Work instructions
Down to the last line, print the entries below exactly, and keep every picture out of the copy.

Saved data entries
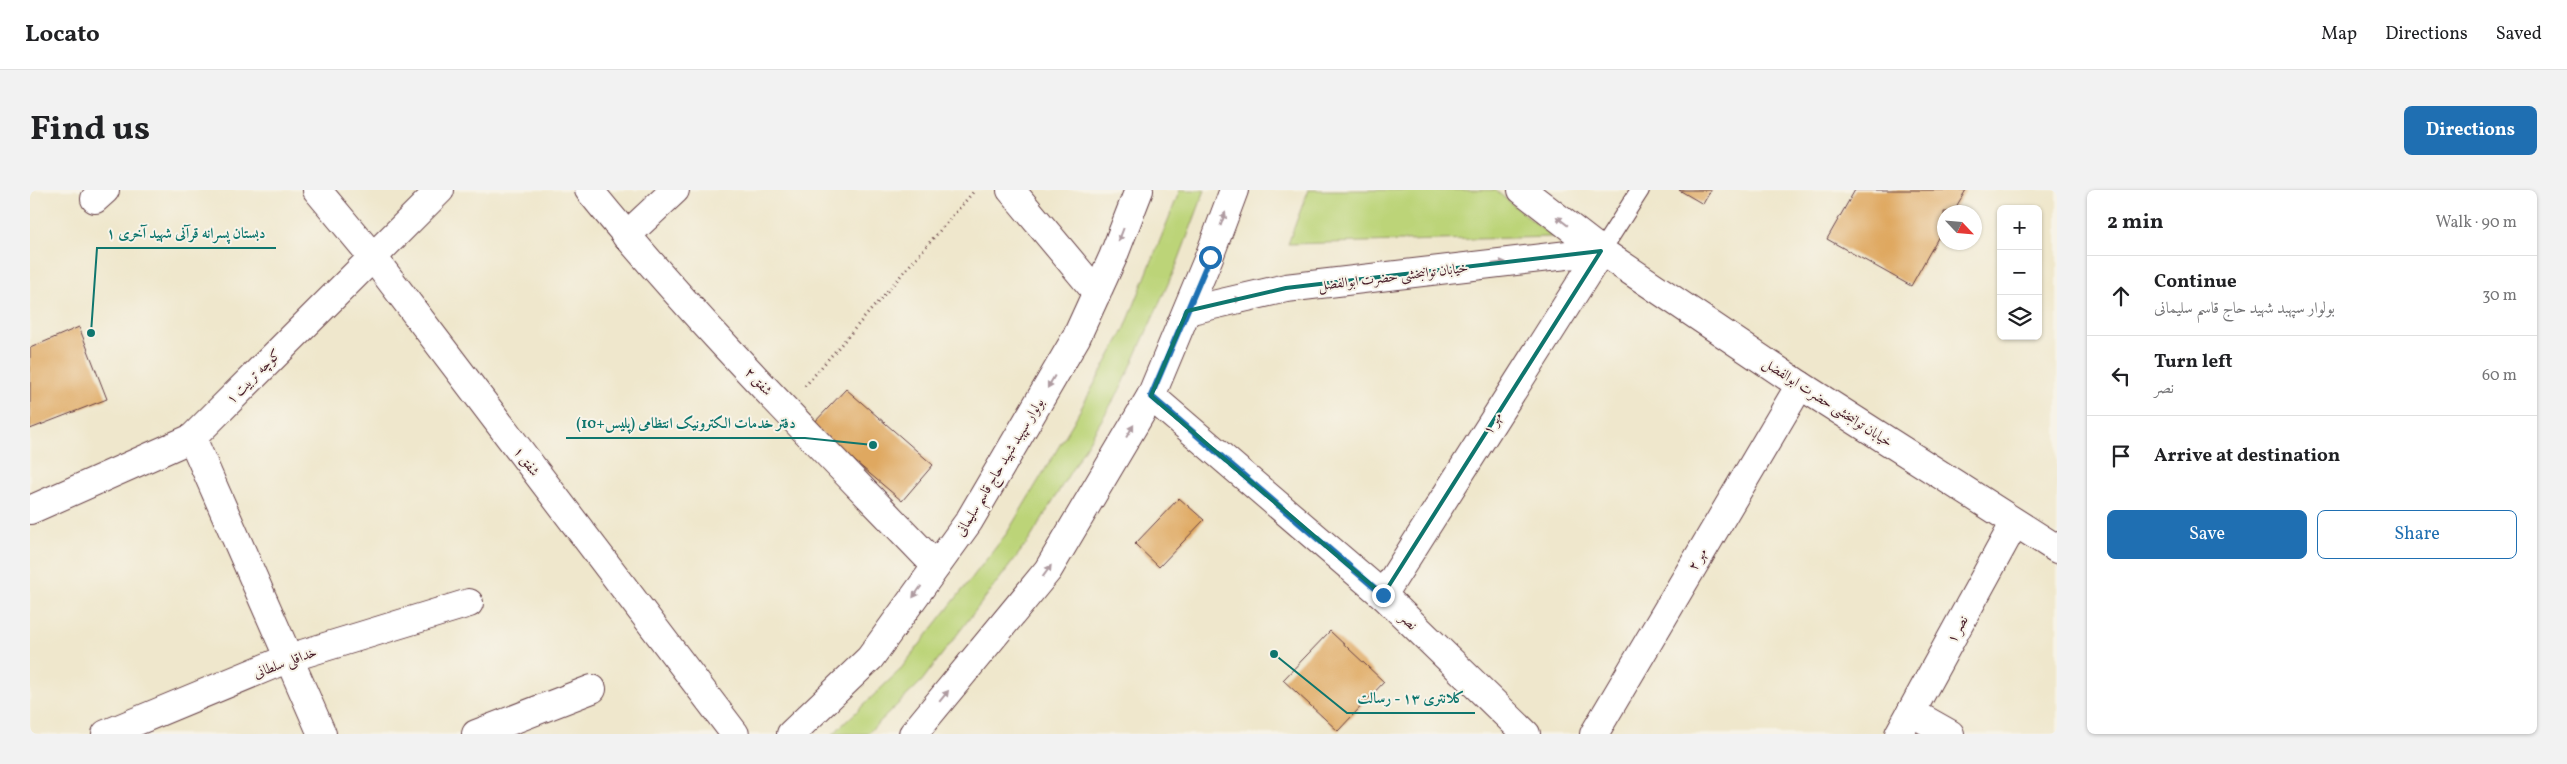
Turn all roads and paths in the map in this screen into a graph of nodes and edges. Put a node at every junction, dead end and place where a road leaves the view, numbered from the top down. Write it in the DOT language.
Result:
graph roads {
  1 [pos="317,190"];
  2 [pos="440,190"];
  3 [pos="589,190"];
  4 [pos="675,190"];
  5 [pos="975,190"];
  6 [pos="1011,190"];
  7 [pos="1139,190"];
  8 [pos="1234,190"];
  9 [pos="1522,190"];
  10 [pos="1640,190"];
  11 [pos="626,236"];
  12 [pos="1601,251"];
  13 [pos="372,256"];
  14 [pos="1096,293"];
  15 [pos="1187,311"];
  16 [pos="1800,385"];
  17 [pos="1151,396"];
  18 [pos="785,409"];
  19 [pos="192,438"];
  20 [pos="30,510"];
  21 [pos="2014,524"];
  22 [pos="2057,549"];
  23 [pos="936,566"];
  24 [pos="1383,595"];
  25 [pos="469,603"];
  26 [pos="289,658"];
  27 [pos="592,689"];
  28 [pos="1905,723"];
  29 [pos="106,734"];
  30 [pos="322,734"];
  31 [pos="476,734"];
  32 [pos="735,734"];
  33 [pos="791,734"];
  34 [pos="913,734"];
  35 [pos="1526,734"];
  36 [pos="1594,734"];
  37 [pos="1950,734"];
  1 -- 13 [label="street, شفق ۱"];
  2 -- 13 [label="street, کوچه تربیت ۱"];
  3 -- 11 [label="street, شفق ۲"];
  4 -- 11 [label="street"];
  5 -- 18 [label="path"];
  6 -- 14 [label="street"];
  7 -- 14 [label="street, بولوار سپهبد شهید حاج قاسم سلیمانی, one-way"];
  15 -- 8 [label="street, one-way"];
  12 -- 9 [label="street, خیابان توانبخشی حضرت ابوالفضل, one-way"];
  10 -- 12 [label="lane"];
  11 -- 18 [label="street, شفق ۲"];
  15 -- 12 [label="street, خیابان توانبخشی حضرت ابوالفضل, one-way"];
  12 -- 16 [label="street, خیابان توانبخشی حضرت ابوالفضل"];
  12 -- 24 [label="street, مهر ۱"];
  13 -- 19 [label="street, کوچه تربیت ۱"];
  13 -- 32 [label="street, شفق ۱"];
  14 -- 23 [label="street, بولوار سپهبد شهید حاج قاسم سلیمانی, one-way"];
  15 -- 17 [label="street"];
  16 -- 21 [label="street, خیابان توانبخشی حضرت ابوالفضل"];
  16 -- 36 [label="street, مهر ۲"];
  17 -- 24 [label="street, نصر"];
  34 -- 17 [label="street, one-way"];
  18 -- 23 [label="street, شفق ۲"];
  19 -- 20 [label="street, کوچه تربیت ۱"];
  19 -- 26 [label="street"];
  21 -- 22 [label="street, خیابان توانبخشی حضرت ابوالفضل"];
  21 -- 28 [label="street, نصر ۱"];
  23 -- 33 [label="street, بولوار سپهبد شهید حاج قاسم سلیمانی, one-way"];
  24 -- 35 [label="street, نصر"];
  25 -- 26 [label="street, خداقلی سلطانی"];
  26 -- 29 [label="street, خداقلی سلطانی"];
  26 -- 30 [label="street"];
  27 -- 31 [label="street"];
  28 -- 37 [label="street"];
}
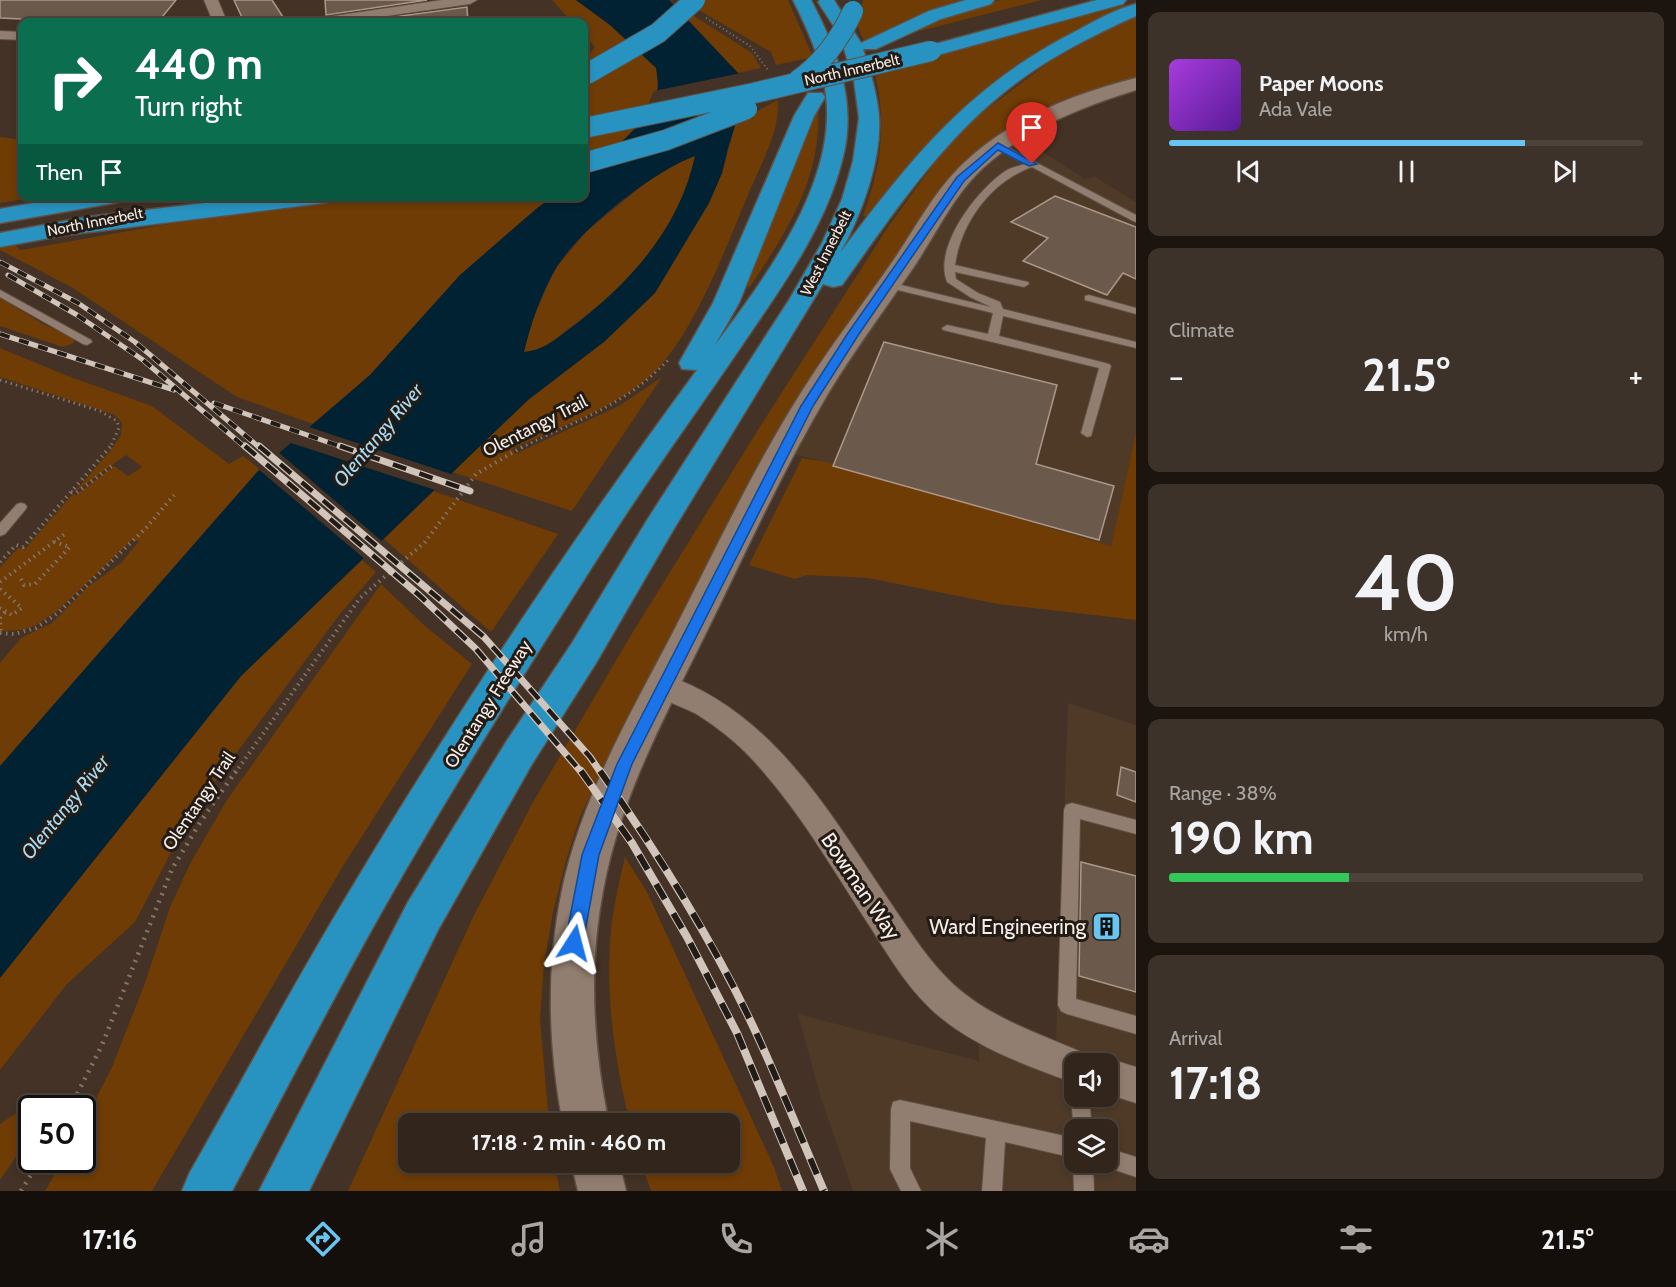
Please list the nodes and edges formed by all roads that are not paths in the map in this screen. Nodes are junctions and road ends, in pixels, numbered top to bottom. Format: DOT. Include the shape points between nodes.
graph roads {
  1 [pos="211,0"];
  2 [pos="470,0"];
  3 [pos="802,0"];
  4 [pos="826,0"];
  5 [pos="985,0"];
  6 [pos="1070,0"];
  7 [pos="1118,0"];
  8 [pos="853,6"];
  9 [pos="696,7"];
  10 [pos="1136,9"];
  11 [pos="218,18"];
  12 [pos="347,18"];
  13 [pos="0,35"];
  14 [pos="18,36"];
  15 [pos="929,44"];
  16 [pos="588,73"];
  17 [pos="1136,84"];
  18 [pos="588,112"];
  19 [pos="588,127"];
  20 [pos="998,146"];
  21 [pos="588,162"];
  22 [pos="1032,164"];
  23 [pos="86,201"];
  24 [pos="199,201"];
  25 [pos="284,201"];
  26 [pos="0,216"];
  27 [pos="1136,219"];
  28 [pos="65,228"];
  29 [pos="800,236"];
  30 [pos="0,240"];
  31 [pos="948,267"];
  32 [pos="1024,284"];
  33 [pos="889,285"];
  34 [pos="0,293"];
  35 [pos="1089,298"];
  36 [pos="1136,311"];
  37 [pos="998,312"];
  38 [pos="947,328"];
  39 [pos="993,339"];
  40 [pos="87,342"];
  41 [pos="1136,345"];
  42 [pos="1087,433"];
  43 [pos="705,453"];
  44 [pos="619,500"];
  45 [pos="21,507"];
  46 [pos="0,531"];
  47 [pos="663,685"];
  48 [pos="1136,826"];
  49 [pos="1136,1024"];
  50 [pos="1064,1062"];
  51 [pos="1118,1079"];
  52 [pos="1136,1085"];
  53 [pos="584,1113"];
  54 [pos="996,1131"];
  55 [pos="1064,1146"];
  56 [pos="1118,1161"];
  57 [pos="1136,1167"];
  58 [pos="598,1173"];
  59 [pos="1083,1173"];
  60 [pos="206,1191"];
  61 [pos="283,1191"];
  62 [pos="602,1191"];
  63 [pos="911,1191"];
  64 [pos="992,1191"];
  65 [pos="1084,1191"];
  1 -- 11 [label="street"];
  2 -- 12 [label="street"];
  3 -- 29 [label="highway, West Innerbelt" via="829,58 838,115 832,157"];
  4 -- 43 [label="highway, West Innerbelt" via="849,36 864,81 868,118 864,161 834,243"];
  5 -- 44 [label="highway, bridge" via="935,15 869,45 815,97 726,303"];
  6 -- 15 [label="highway, North Innerbelt"];
  7 -- 15 [label="highway, North Innerbelt"];
  8 -- 21 [label="highway, bridge" via="846,28 824,58 802,78 756,105 699,129"];
  9 -- 16 [label="highway, bridge"];
  10 -- 43 [label="highway" via="1040,58 980,103 946,136 873,225"];
  13 -- 14 [label="street"];
  15 -- 18 [label="highway, North Innerbelt, bridge"];
  15 -- 19 [label="highway, North Innerbelt, bridge" via="776,88"];
  17 -- 20 [label="main road" via="1056,113"];
  20 -- 22 [label="lane"];
  20 -- 33 [label="main road" via="960,179"];
  22 -- 27 [label="lane"];
  22 -- 31 [label="lane" via="1012,172 989,189 975,206 955,240"];
  23 -- 26 [label="highway, North Innerbelt"];
  24 -- 28 [label="highway, North Innerbelt"];
  25 -- 28 [label="highway"];
  28 -- 30 [label="highway, North Innerbelt"];
  29 -- 44 [label="highway, Olentangy Freeway" via="766,291"];
  31 -- 32 [label="lane"];
  31 -- 37 [label="lane" via="951,280 996,304"];
  33 -- 37 [label="lane"];
  33 -- 47 [label="main road" via="807,406"];
  34 -- 40 [label="lane"];
  35 -- 36 [label="lane"];
  37 -- 39 [label="lane"];
  37 -- 41 [label="lane"];
  38 -- 39 [label="lane"];
  39 -- 42 [label="lane" via="1105,366"];
  43 -- 61 [label="highway" via="423,916"];
  44 -- 60 [label="highway, Olentangy Freeway" via="478,717 370,894"];
  45 -- 46 [label="lane"];
  47 -- 50 [label="street, Bowman Way" via="709,707 764,753 800,795 898,942 951,1005 987,1029"];
  47 -- 53 [label="main road" via="604,815 581,898 574,943 572,1029"];
  48 -- 49 [label="lane" via="1072,810 1068,1005"];
  51 -- 52 [label="street"];
  54 -- 55 [label="lane"];
  54 -- 63 [label="lane" via="900,1109 900,1169"];
  54 -- 64 [label="lane"];
  56 -- 57 [label="lane"];
  58 -- 62 [label="main road"];
  59 -- 65 [label="lane"];
}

The completed task
Turn all roads and paths in the map in this screen into a graph of nodes and edges. Put a node at every junction, dead end and place where a road leaves the view, numbered from the top down. Write it in the DOT language.
Result:
graph roads {
  1 [pos="317,190"];
  2 [pos="440,190"];
  3 [pos="589,190"];
  4 [pos="675,190"];
  5 [pos="975,190"];
  6 [pos="1011,190"];
  7 [pos="1139,190"];
  8 [pos="1234,190"];
  9 [pos="1522,190"];
  10 [pos="1640,190"];
  11 [pos="626,236"];
  12 [pos="1601,251"];
  13 [pos="372,256"];
  14 [pos="1096,293"];
  15 [pos="1187,311"];
  16 [pos="1800,385"];
  17 [pos="1151,396"];
  18 [pos="785,409"];
  19 [pos="192,438"];
  20 [pos="30,510"];
  21 [pos="2014,524"];
  22 [pos="2057,549"];
  23 [pos="936,566"];
  24 [pos="1383,595"];
  25 [pos="469,603"];
  26 [pos="289,658"];
  27 [pos="592,689"];
  28 [pos="1905,723"];
  29 [pos="106,734"];
  30 [pos="322,734"];
  31 [pos="476,734"];
  32 [pos="735,734"];
  33 [pos="791,734"];
  34 [pos="913,734"];
  35 [pos="1526,734"];
  36 [pos="1594,734"];
  37 [pos="1950,734"];
  1 -- 13 [label="street, شفق ۱"];
  2 -- 13 [label="street, کوچه تربیت ۱"];
  3 -- 11 [label="street, شفق ۲"];
  4 -- 11 [label="street"];
  5 -- 18 [label="path"];
  6 -- 14 [label="street"];
  7 -- 14 [label="street, بولوار سپهبد شهید حاج قاسم سلیمانی, one-way"];
  15 -- 8 [label="street, one-way"];
  12 -- 9 [label="street, خیابان توانبخشی حضرت ابوالفضل, one-way"];
  10 -- 12 [label="lane"];
  11 -- 18 [label="street, شفق ۲"];
  15 -- 12 [label="street, خیابان توانبخشی حضرت ابوالفضل, one-way"];
  12 -- 16 [label="street, خیابان توانبخشی حضرت ابوالفضل"];
  12 -- 24 [label="street, مهر ۱"];
  13 -- 19 [label="street, کوچه تربیت ۱"];
  13 -- 32 [label="street, شفق ۱"];
  14 -- 23 [label="street, بولوار سپهبد شهید حاج قاسم سلیمانی, one-way"];
  15 -- 17 [label="street"];
  16 -- 21 [label="street, خیابان توانبخشی حضرت ابوالفضل"];
  16 -- 36 [label="street, مهر ۲"];
  17 -- 24 [label="street, نصر"];
  34 -- 17 [label="street, one-way"];
  18 -- 23 [label="street, شفق ۲"];
  19 -- 20 [label="street, کوچه تربیت ۱"];
  19 -- 26 [label="street"];
  21 -- 22 [label="street, خیابان توانبخشی حضرت ابوالفضل"];
  21 -- 28 [label="street, نصر ۱"];
  23 -- 33 [label="street, بولوار سپهبد شهید حاج قاسم سلیمانی, one-way"];
  24 -- 35 [label="street, نصر"];
  25 -- 26 [label="street, خداقلی سلطانی"];
  26 -- 29 [label="street, خداقلی سلطانی"];
  26 -- 30 [label="street"];
  27 -- 31 [label="street"];
  28 -- 37 [label="street"];
}
Please list the nodes and edges formed by all roads that are not paths in the map in this screen. Nodes are junctions and road ends, in pixels, numbered top to bottom. Format: DOT. Include the shape points between nodes.
graph roads {
  1 [pos="211,0"];
  2 [pos="470,0"];
  3 [pos="802,0"];
  4 [pos="826,0"];
  5 [pos="985,0"];
  6 [pos="1070,0"];
  7 [pos="1118,0"];
  8 [pos="853,6"];
  9 [pos="696,7"];
  10 [pos="1136,9"];
  11 [pos="218,18"];
  12 [pos="347,18"];
  13 [pos="0,35"];
  14 [pos="18,36"];
  15 [pos="929,44"];
  16 [pos="588,73"];
  17 [pos="1136,84"];
  18 [pos="588,112"];
  19 [pos="588,127"];
  20 [pos="998,146"];
  21 [pos="588,162"];
  22 [pos="1032,164"];
  23 [pos="86,201"];
  24 [pos="199,201"];
  25 [pos="284,201"];
  26 [pos="0,216"];
  27 [pos="1136,219"];
  28 [pos="65,228"];
  29 [pos="800,236"];
  30 [pos="0,240"];
  31 [pos="948,267"];
  32 [pos="1024,284"];
  33 [pos="889,285"];
  34 [pos="0,293"];
  35 [pos="1089,298"];
  36 [pos="1136,311"];
  37 [pos="998,312"];
  38 [pos="947,328"];
  39 [pos="993,339"];
  40 [pos="87,342"];
  41 [pos="1136,345"];
  42 [pos="1087,433"];
  43 [pos="705,453"];
  44 [pos="619,500"];
  45 [pos="21,507"];
  46 [pos="0,531"];
  47 [pos="663,685"];
  48 [pos="1136,826"];
  49 [pos="1136,1024"];
  50 [pos="1064,1062"];
  51 [pos="1118,1079"];
  52 [pos="1136,1085"];
  53 [pos="584,1113"];
  54 [pos="996,1131"];
  55 [pos="1064,1146"];
  56 [pos="1118,1161"];
  57 [pos="1136,1167"];
  58 [pos="598,1173"];
  59 [pos="1083,1173"];
  60 [pos="206,1191"];
  61 [pos="283,1191"];
  62 [pos="602,1191"];
  63 [pos="911,1191"];
  64 [pos="992,1191"];
  65 [pos="1084,1191"];
  1 -- 11 [label="street"];
  2 -- 12 [label="street"];
  3 -- 29 [label="highway, West Innerbelt" via="829,58 838,115 832,157"];
  4 -- 43 [label="highway, West Innerbelt" via="849,36 864,81 868,118 864,161 834,243"];
  5 -- 44 [label="highway, bridge" via="935,15 869,45 815,97 726,303"];
  6 -- 15 [label="highway, North Innerbelt"];
  7 -- 15 [label="highway, North Innerbelt"];
  8 -- 21 [label="highway, bridge" via="846,28 824,58 802,78 756,105 699,129"];
  9 -- 16 [label="highway, bridge"];
  10 -- 43 [label="highway" via="1040,58 980,103 946,136 873,225"];
  13 -- 14 [label="street"];
  15 -- 18 [label="highway, North Innerbelt, bridge"];
  15 -- 19 [label="highway, North Innerbelt, bridge" via="776,88"];
  17 -- 20 [label="main road" via="1056,113"];
  20 -- 22 [label="lane"];
  20 -- 33 [label="main road" via="960,179"];
  22 -- 27 [label="lane"];
  22 -- 31 [label="lane" via="1012,172 989,189 975,206 955,240"];
  23 -- 26 [label="highway, North Innerbelt"];
  24 -- 28 [label="highway, North Innerbelt"];
  25 -- 28 [label="highway"];
  28 -- 30 [label="highway, North Innerbelt"];
  29 -- 44 [label="highway, Olentangy Freeway" via="766,291"];
  31 -- 32 [label="lane"];
  31 -- 37 [label="lane" via="951,280 996,304"];
  33 -- 37 [label="lane"];
  33 -- 47 [label="main road" via="807,406"];
  34 -- 40 [label="lane"];
  35 -- 36 [label="lane"];
  37 -- 39 [label="lane"];
  37 -- 41 [label="lane"];
  38 -- 39 [label="lane"];
  39 -- 42 [label="lane" via="1105,366"];
  43 -- 61 [label="highway" via="423,916"];
  44 -- 60 [label="highway, Olentangy Freeway" via="478,717 370,894"];
  45 -- 46 [label="lane"];
  47 -- 50 [label="street, Bowman Way" via="709,707 764,753 800,795 898,942 951,1005 987,1029"];
  47 -- 53 [label="main road" via="604,815 581,898 574,943 572,1029"];
  48 -- 49 [label="lane" via="1072,810 1068,1005"];
  51 -- 52 [label="street"];
  54 -- 55 [label="lane"];
  54 -- 63 [label="lane" via="900,1109 900,1169"];
  54 -- 64 [label="lane"];
  56 -- 57 [label="lane"];
  58 -- 62 [label="main road"];
  59 -- 65 [label="lane"];
}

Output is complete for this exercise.